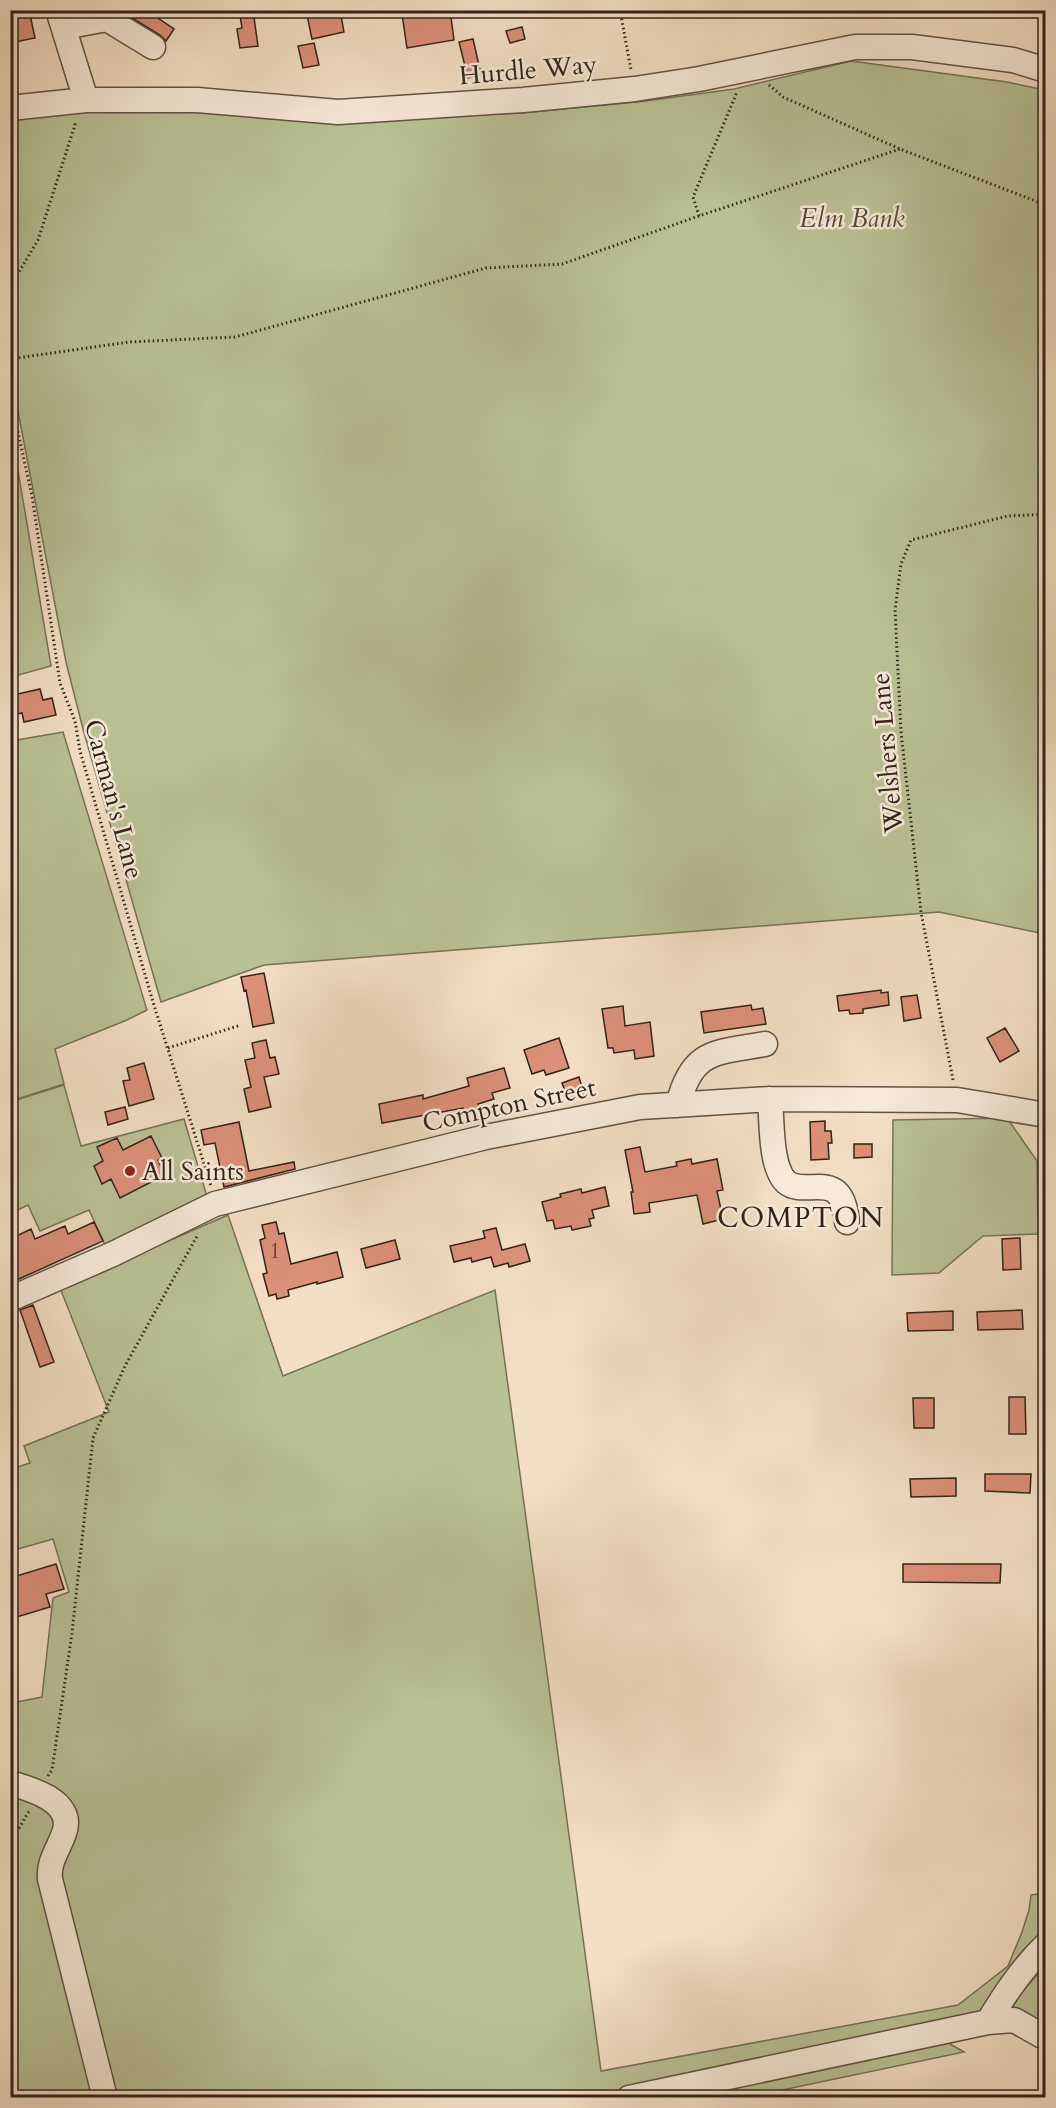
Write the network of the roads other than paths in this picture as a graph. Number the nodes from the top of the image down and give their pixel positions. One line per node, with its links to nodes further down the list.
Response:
1 (61, 19): 2 (street); 4 (street)
2 (153, 46)
3 (1046, 70): 4 (street, Hurdle Way)
4 (79, 101): 5 (street, Hurdle Way)
5 (10, 108)
6 (765, 1044): 8 (street)
7 (770, 1099): 8 (street, Compton Street); 9 (street, Compton Street); 10 (street)
8 (678, 1105): 11 (street, Compton Street)
9 (1046, 1114)
10 (847, 1222)
11 (10, 1299)
12 (10, 1783): 16 (street)
13 (1046, 1945): 14 (street)
14 (988, 2022): 15 (street); 17 (street)
15 (1046, 2038)
16 (105, 2097)
17 (628, 2097)

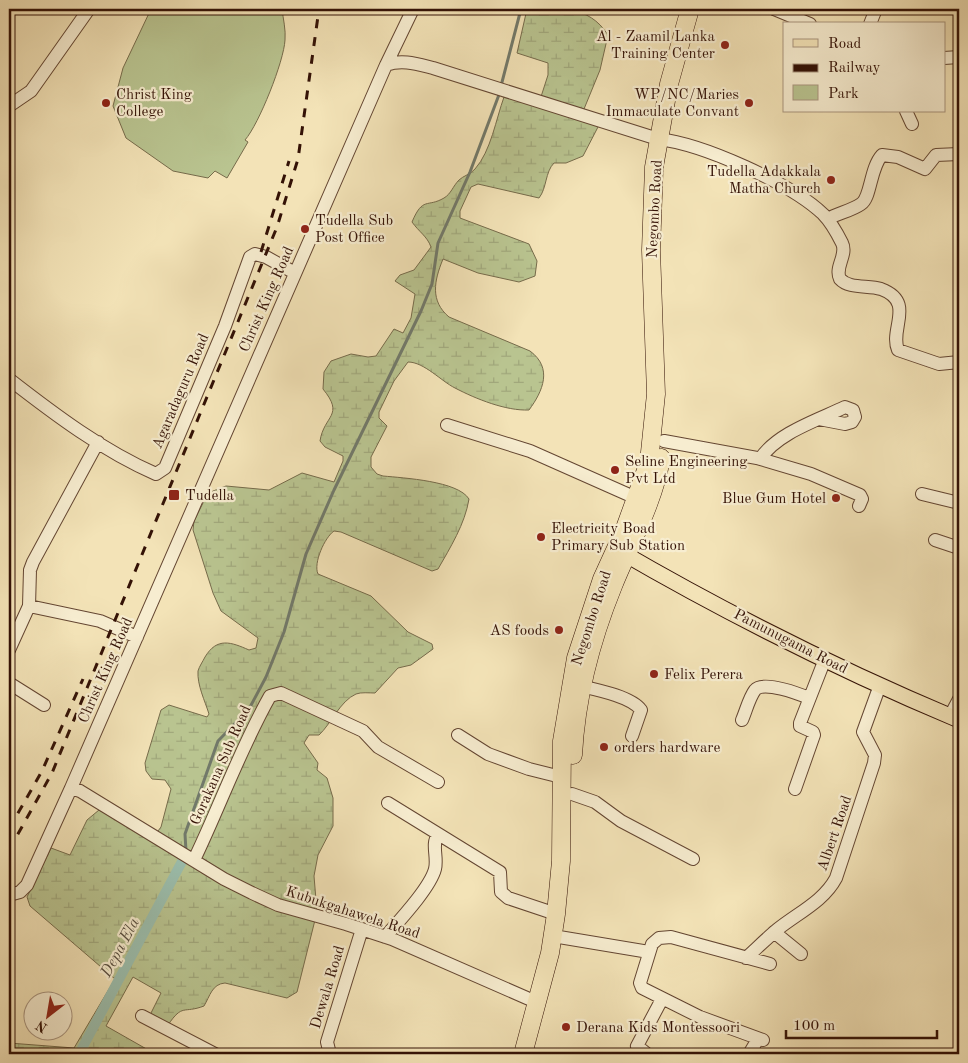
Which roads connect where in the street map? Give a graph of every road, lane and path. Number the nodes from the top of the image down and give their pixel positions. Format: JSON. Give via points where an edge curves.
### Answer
{"nodes":[{"id":1,"x":89,"y":9,"type":"edge"},
{"id":2,"x":413,"y":9,"type":"edge"},
{"id":3,"x":690,"y":9,"type":"edge"},
{"id":4,"x":701,"y":9,"type":"edge"},
{"id":5,"x":774,"y":9,"type":"edge"},
{"id":6,"x":876,"y":9,"type":"edge"},
{"id":7,"x":805,"y":22,"type":"edge"},
{"id":8,"x":871,"y":22,"type":"edge"},
{"id":9,"x":959,"y":57,"type":"edge"},
{"id":10,"x":946,"y":58,"type":"edge"},
{"id":11,"x":386,"y":65,"type":"junction"},
{"id":12,"x":9,"y":106,"type":"edge"},
{"id":13,"x":906,"y":112,"type":"edge"},
{"id":14,"x":912,"y":124,"type":"dead end"},
{"id":15,"x":663,"y":140,"type":"junction"},
{"id":16,"x":959,"y":154,"type":"edge"},
{"id":17,"x":828,"y":219,"type":"junction"},
{"id":18,"x":295,"y":274,"type":"junction"},
{"id":19,"x":959,"y":362,"type":"edge"},
{"id":20,"x":9,"y":379,"type":"edge"},
{"id":21,"x":819,"y":419,"type":"dead end"},
{"id":22,"x":447,"y":425,"type":"dead end"},
{"id":23,"x":664,"y":441,"type":"junction"},
{"id":24,"x":98,"y":442,"type":"junction"},
{"id":25,"x":760,"y":459,"type":"junction"},
{"id":26,"x":922,"y":494,"type":"dead end"},
{"id":27,"x":636,"y":498,"type":"junction"},
{"id":28,"x":959,"y":503,"type":"edge"},
{"id":29,"x":859,"y":506,"type":"dead end"},
{"id":30,"x":935,"y":540,"type":"dead end"},
{"id":31,"x":959,"y":548,"type":"edge"},
{"id":32,"x":622,"y":552,"type":"junction"},
{"id":33,"x":30,"y":606,"type":"junction"},
{"id":34,"x":138,"y":636,"type":"junction"},
{"id":35,"x":9,"y":650,"type":"edge"},
{"id":36,"x":826,"y":658,"type":"junction"},
{"id":37,"x":9,"y":683,"type":"edge"},
{"id":38,"x":577,"y":685,"type":"junction"},
{"id":39,"x":880,"y":685,"type":"junction"},
{"id":40,"x":809,"y":698,"type":"junction"},
{"id":41,"x":959,"y":699,"type":"edge"},
{"id":42,"x":44,"y":705,"type":"dead end"},
{"id":43,"x":955,"y":718,"type":"edge"},
{"id":44,"x":742,"y":720,"type":"dead end"},
{"id":45,"x":458,"y":735,"type":"dead end"},
{"id":46,"x":632,"y":736,"type":"dead end"},
{"id":47,"x":561,"y":777,"type":"junction"},
{"id":48,"x":438,"y":782,"type":"dead end"},
{"id":49,"x":71,"y":788,"type":"junction"},
{"id":50,"x":795,"y":789,"type":"dead end"},
{"id":51,"x":572,"y":794,"type":"junction"},
{"id":52,"x":388,"y":803,"type":"dead end"},
{"id":53,"x":438,"y":835,"type":"junction"},
{"id":54,"x":192,"y":859,"type":"junction"},
{"id":55,"x":693,"y":860,"type":"dead end"},
{"id":56,"x":9,"y":895,"type":"edge"},
{"id":57,"x":556,"y":914,"type":"junction"},
{"id":58,"x":362,"y":929,"type":"junction"},
{"id":59,"x":774,"y":932,"type":"junction"},
{"id":60,"x":385,"y":937,"type":"junction"},
{"id":61,"x":558,"y":937,"type":"junction"},
{"id":62,"x":649,"y":952,"type":"junction"},
{"id":63,"x":801,"y":954,"type":"dead end"},
{"id":64,"x":746,"y":958,"type":"junction"},
{"id":65,"x":770,"y":964,"type":"dead end"},
{"id":66,"x":662,"y":999,"type":"junction"},
{"id":67,"x":536,"y":1002,"type":"junction"},
{"id":68,"x":142,"y":1016,"type":"dead end"},
{"id":69,"x":215,"y":1054,"type":"edge"},
{"id":70,"x":330,"y":1054,"type":"edge"},
{"id":71,"x":523,"y":1054,"type":"edge"},
{"id":72,"x":534,"y":1054,"type":"edge"},
{"id":73,"x":647,"y":1054,"type":"edge"},
{"id":74,"x":749,"y":1054,"type":"edge"}],
"edges":[{"from":1,"to":12,"type":"street","via":[[31,91]]},
{"from":2,"to":11,"type":"street","name":"Christ King Road"},
{"from":3,"to":15,"type":"highway","name":"Negombo Road","via":[[669,84]]},
{"from":4,"to":15,"type":"highway","name":"Negombo Road"},
{"from":5,"to":7,"type":"street"},
{"from":6,"to":8,"type":"street"},
{"from":9,"to":10,"type":"street"},
{"from":11,"to":15,"type":"street","via":[[409,62]]},
{"from":11,"to":18,"type":"street","name":"Christ King Road"},
{"from":13,"to":14,"type":"street"},
{"from":15,"to":17,"type":"street","via":[[689,144],[792,190]]},
{"from":15,"to":23,"type":"highway","name":"Negombo Road","via":[[661,211],[667,396]]},
{"from":15,"to":27,"type":"highway","name":"Negombo Road","via":[[652,186],[650,250],[656,394],[653,439],[650,462]]},
{"from":16,"to":17,"type":"street","via":[[936,155],[925,168],[882,154],[874,163],[862,204]]},
{"from":17,"to":19,"type":"street","via":[[844,246],[838,271],[840,279],[848,284],[884,290],[897,302],[900,309],[895,342],[898,350],[939,364]]},
{"from":18,"to":24,"type":"street","name":"Agaradaguru Road","via":[[266,257],[255,254],[250,257],[225,326],[165,468],[156,474]]},
{"from":18,"to":34,"type":"street","name":"Christ King Road"},
{"from":20,"to":24,"type":"street","name":"Agaradaguru Road"},
{"from":21,"to":25,"type":"street","via":[[783,438],[765,451]]},
{"from":22,"to":27,"type":"street","via":[[530,451]]},
{"from":23,"to":25,"type":"street"},
{"from":23,"to":32,"type":"highway","name":"Negombo Road","via":[[642,521]]},
{"from":24,"to":33,"type":"street","via":[[33,562]]},
{"from":25,"to":29,"type":"street","via":[[811,474],[855,493],[862,499]]},
{"from":26,"to":28,"type":"street"},
{"from":27,"to":32,"type":"highway","name":"Negombo Road"},
{"from":30,"to":31,"type":"street"},
{"from":32,"to":36,"type":"main road","name":"Pamunugama Road"},
{"from":32,"to":38,"type":"highway","name":"Negombo Road"},
{"from":33,"to":34,"type":"street","via":[[100,622]]},
{"from":33,"to":35,"type":"street"},
{"from":34,"to":49,"type":"street","name":"Christ King Road"},
{"from":36,"to":39,"type":"main road","name":"Pamunugama Road"},
{"from":36,"to":40,"type":"street"},
{"from":37,"to":42,"type":"street"},
{"from":38,"to":46,"type":"street","via":[[623,698],[638,706],[641,710]]},
{"from":38,"to":47,"type":"highway","name":"Negombo Road","via":[[562,741]]},
{"from":38,"to":51,"type":"highway","name":"Negombo Road"},
{"from":39,"to":43,"type":"main road","name":"Pamunugama Road"},
{"from":39,"to":59,"type":"street","name":"Albert Road","via":[[863,734],[875,755],[874,763],[836,878],[812,904]]},
{"from":40,"to":44,"type":"street","via":[[762,686],[756,690]]},
{"from":40,"to":50,"type":"street","via":[[800,726],[814,735]]},
{"from":41,"to":43,"type":"street"},
{"from":45,"to":47,"type":"street","via":[[488,754]]},
{"from":47,"to":57,"type":"highway","name":"Negombo Road","via":[[561,861]]},
{"from":48,"to":54,"type":"street","name":"Gorakana Sub Road","via":[[378,747],[364,731],[281,693],[274,694],[270,696],[234,765],[214,819]]},
{"from":49,"to":54,"type":"street","name":"Kubukgahawela Road","via":[[142,826]]},
{"from":49,"to":56,"type":"street","via":[[27,885],[20,892]]},
{"from":51,"to":55,"type":"street","via":[[594,802],[620,821]]},
{"from":51,"to":61,"type":"highway","name":"Negombo Road","via":[[571,864]]},
{"from":52,"to":53,"type":"street"},
{"from":53,"to":57,"type":"street","via":[[500,872],[501,892],[508,898]]},
{"from":53,"to":60,"type":"street","via":[[435,839],[435,868],[430,882]]},
{"from":54,"to":58,"type":"street","name":"Kubukgahawela Road","via":[[224,879],[278,905]]},
{"from":57,"to":61,"type":"highway","name":"Negombo Road"},
{"from":58,"to":60,"type":"street","name":"Kubukgahawela Road"},
{"from":58,"to":70,"type":"street","name":"Dewala Road","via":[[327,1042]]},
{"from":59,"to":63,"type":"street"},
{"from":59,"to":64,"type":"street","name":"Albert Road"},
{"from":60,"to":67,"type":"street","name":"Kubukgahawela Road"},
{"from":61,"to":62,"type":"street"},
{"from":61,"to":67,"type":"highway","name":"Negombo Road"},
{"from":61,"to":72,"type":"highway","name":"Negombo Road"},
{"from":62,"to":64,"type":"street","via":[[652,944],[664,937],[694,942]]},
{"from":62,"to":66,"type":"street","via":[[640,985]]},
{"from":64,"to":65,"type":"street"},
{"from":66,"to":73,"type":"street","via":[[637,1046]]},
{"from":66,"to":74,"type":"street","via":[[761,1040]]},
{"from":67,"to":71,"type":"highway","name":"Negombo Road"},
{"from":68,"to":69,"type":"street"}]}
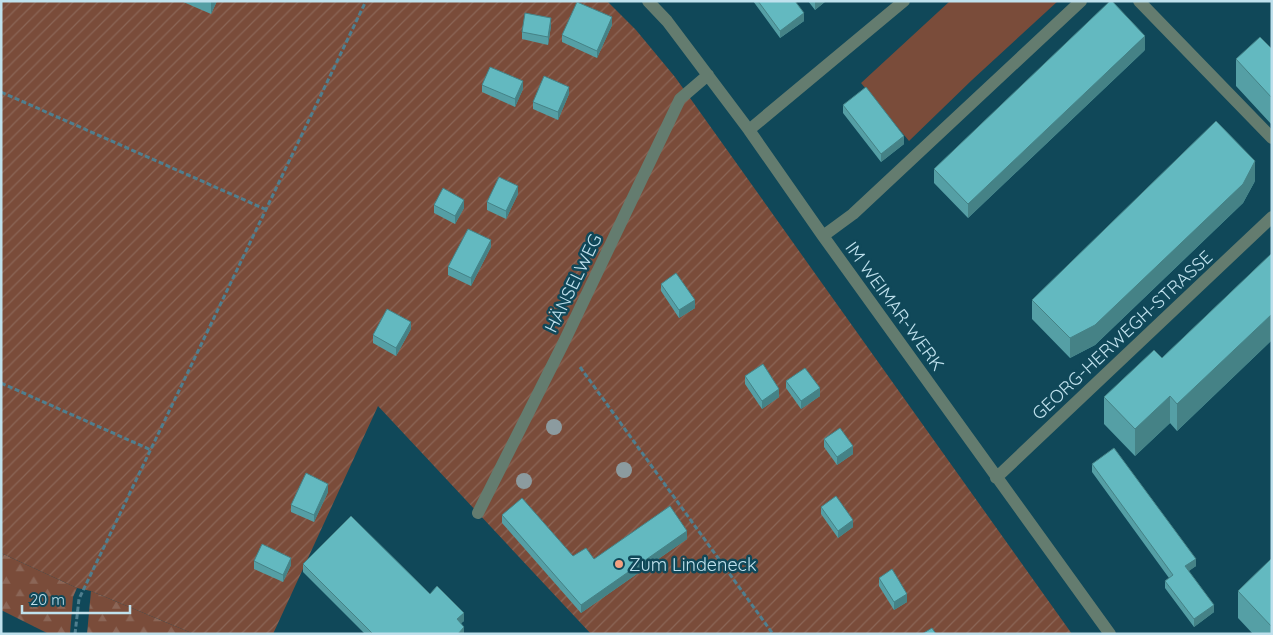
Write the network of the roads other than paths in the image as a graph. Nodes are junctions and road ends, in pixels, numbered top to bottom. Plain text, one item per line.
1 (648, 1) edge
2 (904, 1) edge
3 (1080, 1) edge
4 (1139, 1) edge
5 (708, 75) junction
6 (749, 130) junction
7 (1272, 138) edge
8 (1272, 217) edge
9 (823, 236) junction
10 (996, 478) junction
11 (478, 513) dead end
12 (1110, 634) edge

1 - 5 street, IM WEIMAR-WERK
2 - 6 street
3 - 9 street
4 - 7 street
5 - 6 street, IM WEIMAR-WERK
5 - 11 street, HÄNSELWEG
6 - 9 street, IM WEIMAR-WERK
8 - 10 street, GEORG-HERWEGH-STRASSE
9 - 10 street, IM WEIMAR-WERK
10 - 12 street, IM WEIMAR-WERK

The problem:
Find every line of the data that includes the string "Hurdle". Copy each of those lines.

Problem solution:
3 (1046, 70): 4 (street, Hurdle Way)
4 (79, 101): 5 (street, Hurdle Way)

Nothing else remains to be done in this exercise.